Somehow, he makes even the weakest of his 007 outings worth watching, which is something that can't be said for any other actor to play the role. I have only the worst, ill-conceived, revisionist notions to return to the likes of Die Another Day or Quantum of Solace (even though I will for the sake of this marathon), but I could see myself enjoying Moonraker again several years from now on a fancy free Saturday afternoon. It's not a good movie. In fact, I'd argue it's one of the weakest in the franchise. Bottom five and all that, but it has a certain glee about it. It revels in it's overkill. It succeeds more as a 007 spoof than anything, it's worst crime is not being something else. Something... better. I suppose the franchise had to hit this point, just as Superman had to have his Quest for Peace before Man of Steel, and Star Trek had to breach The Final Frontier.
There's always a Moonraker in every franchise. It's no crime to enjoy it, but lets all be grown ups and recognize that it's quite bad, all things considered. After all, you wouldn't judge a Superman movie on how good of a comedy it is- because it's not supposed to be one.
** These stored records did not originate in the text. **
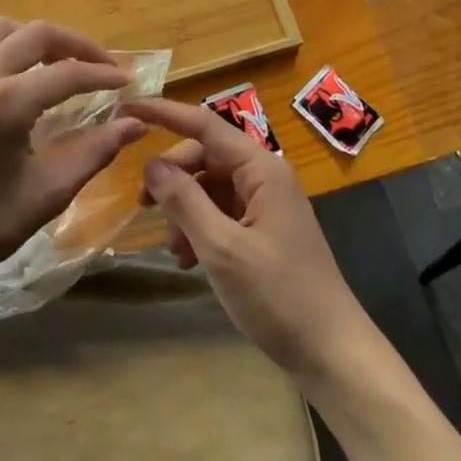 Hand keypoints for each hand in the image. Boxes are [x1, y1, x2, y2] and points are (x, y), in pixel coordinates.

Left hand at [0, 19, 146, 301]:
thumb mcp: (46, 194)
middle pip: (37, 33)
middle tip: (103, 67)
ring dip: (41, 39)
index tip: (129, 82)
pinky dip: (13, 49)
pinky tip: (26, 79)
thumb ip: (95, 151)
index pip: (67, 73)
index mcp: (4, 104)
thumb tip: (136, 122)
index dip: (104, 74)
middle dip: (77, 44)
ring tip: (65, 65)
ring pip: (6, 31)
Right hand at [125, 98, 373, 384]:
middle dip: (173, 177)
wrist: (333, 353)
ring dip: (185, 210)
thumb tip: (152, 163)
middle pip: (206, 156)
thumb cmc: (279, 296)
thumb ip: (185, 201)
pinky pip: (222, 213)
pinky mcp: (265, 231)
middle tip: (142, 205)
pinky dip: (200, 229)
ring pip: (211, 187)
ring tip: (174, 249)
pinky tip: (189, 260)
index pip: (204, 124)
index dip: (164, 112)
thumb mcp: (222, 249)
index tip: (128, 106)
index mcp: (261, 168)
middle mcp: (264, 176)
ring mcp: (266, 204) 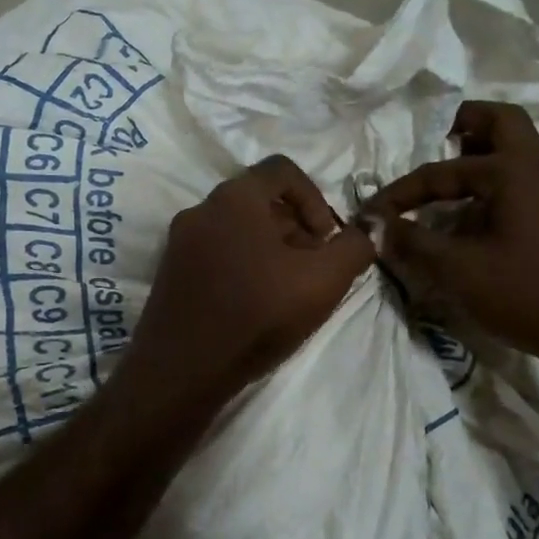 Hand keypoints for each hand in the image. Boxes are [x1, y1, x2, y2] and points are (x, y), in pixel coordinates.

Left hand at [120, 156, 373, 403]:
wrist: (183, 369)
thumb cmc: (257, 315)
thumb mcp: (323, 281)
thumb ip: (355, 247)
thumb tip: (369, 227)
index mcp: (235, 197)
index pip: (282, 170)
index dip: (315, 197)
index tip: (326, 238)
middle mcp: (200, 209)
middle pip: (258, 200)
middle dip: (294, 226)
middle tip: (311, 266)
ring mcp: (179, 242)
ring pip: (235, 228)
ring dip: (269, 248)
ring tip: (285, 289)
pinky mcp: (169, 272)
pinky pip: (214, 252)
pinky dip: (241, 264)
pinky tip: (253, 303)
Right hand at [365, 101, 538, 368]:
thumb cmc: (528, 293)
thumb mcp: (459, 271)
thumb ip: (414, 243)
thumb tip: (379, 226)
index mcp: (513, 171)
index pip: (442, 170)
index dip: (401, 192)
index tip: (371, 214)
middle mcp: (538, 171)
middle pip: (501, 123)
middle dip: (462, 125)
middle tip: (432, 142)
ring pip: (514, 155)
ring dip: (477, 160)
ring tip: (442, 187)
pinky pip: (519, 186)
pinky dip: (490, 190)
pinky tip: (469, 223) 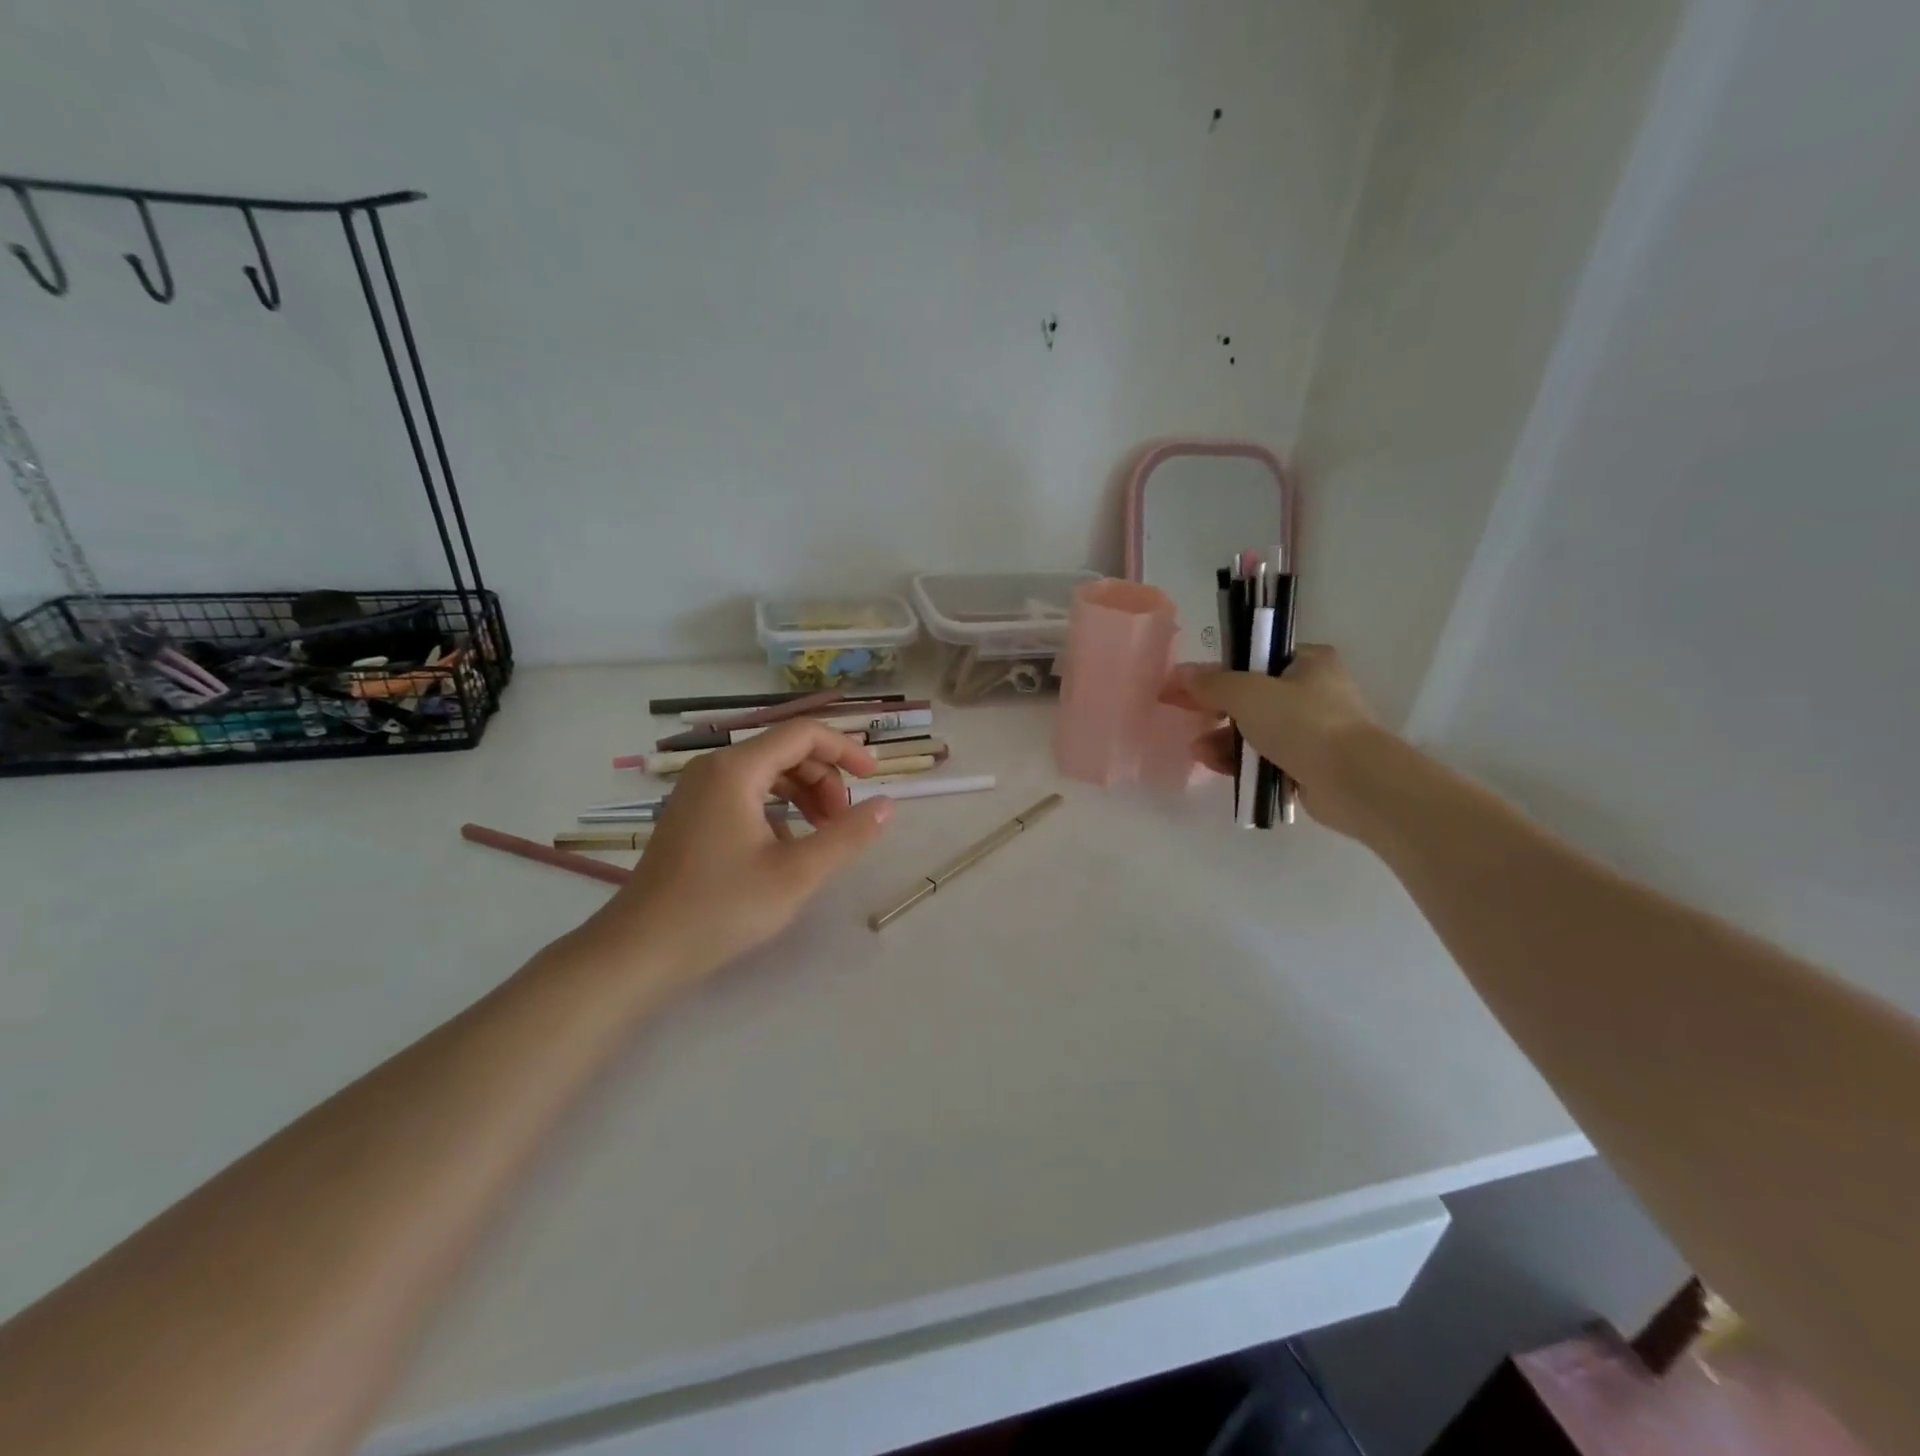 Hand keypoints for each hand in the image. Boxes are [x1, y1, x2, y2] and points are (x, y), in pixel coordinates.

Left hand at [579, 720, 893, 984]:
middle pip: (786, 751)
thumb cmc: (721, 908)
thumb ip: (847, 836)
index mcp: (736, 770)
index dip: (846, 749)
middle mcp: (714, 768)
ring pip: (767, 772)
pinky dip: (777, 808)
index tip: (873, 779)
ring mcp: (698, 790)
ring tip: (820, 835)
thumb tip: (887, 805)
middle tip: (842, 824)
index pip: (804, 734)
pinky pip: (746, 792)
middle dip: (825, 779)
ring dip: (803, 794)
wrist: (640, 950)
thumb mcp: (797, 874)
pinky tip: (785, 847)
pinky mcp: (692, 813)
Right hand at [1165, 645, 1379, 838]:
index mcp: (1309, 662)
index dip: (1217, 671)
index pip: (1255, 659)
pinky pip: (1265, 758)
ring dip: (1223, 739)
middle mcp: (1314, 692)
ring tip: (1199, 752)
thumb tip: (1181, 674)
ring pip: (1255, 730)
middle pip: (1251, 697)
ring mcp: (1314, 730)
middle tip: (1185, 718)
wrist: (1352, 781)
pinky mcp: (1310, 764)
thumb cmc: (1303, 723)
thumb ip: (1212, 683)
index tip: (1186, 687)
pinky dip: (1241, 762)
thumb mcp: (1248, 693)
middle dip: (1216, 711)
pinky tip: (1217, 767)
If it makes you laugh, intended or not, it had entertainment value. Yet objectively, since it utterly fails in what it set out to do, and doesn't evoke the feelings and reactions it was meant to... it's a bad movie. Moonraker is no different. It expects ooh's and ahh's but gets facepalms and chuckles instead. Sure its fun, but it's also really disappointing. It's not the plot, it's not the story, or even the villain (who although has some neat moments, is largely forgettable) it's just the over the top sense of humor, which infects everything from the gadgetry, to the innuendo, and unfortunately even the action scenes. Nothing is sacred at this point, all we can do is knuckle down and wait for the next one.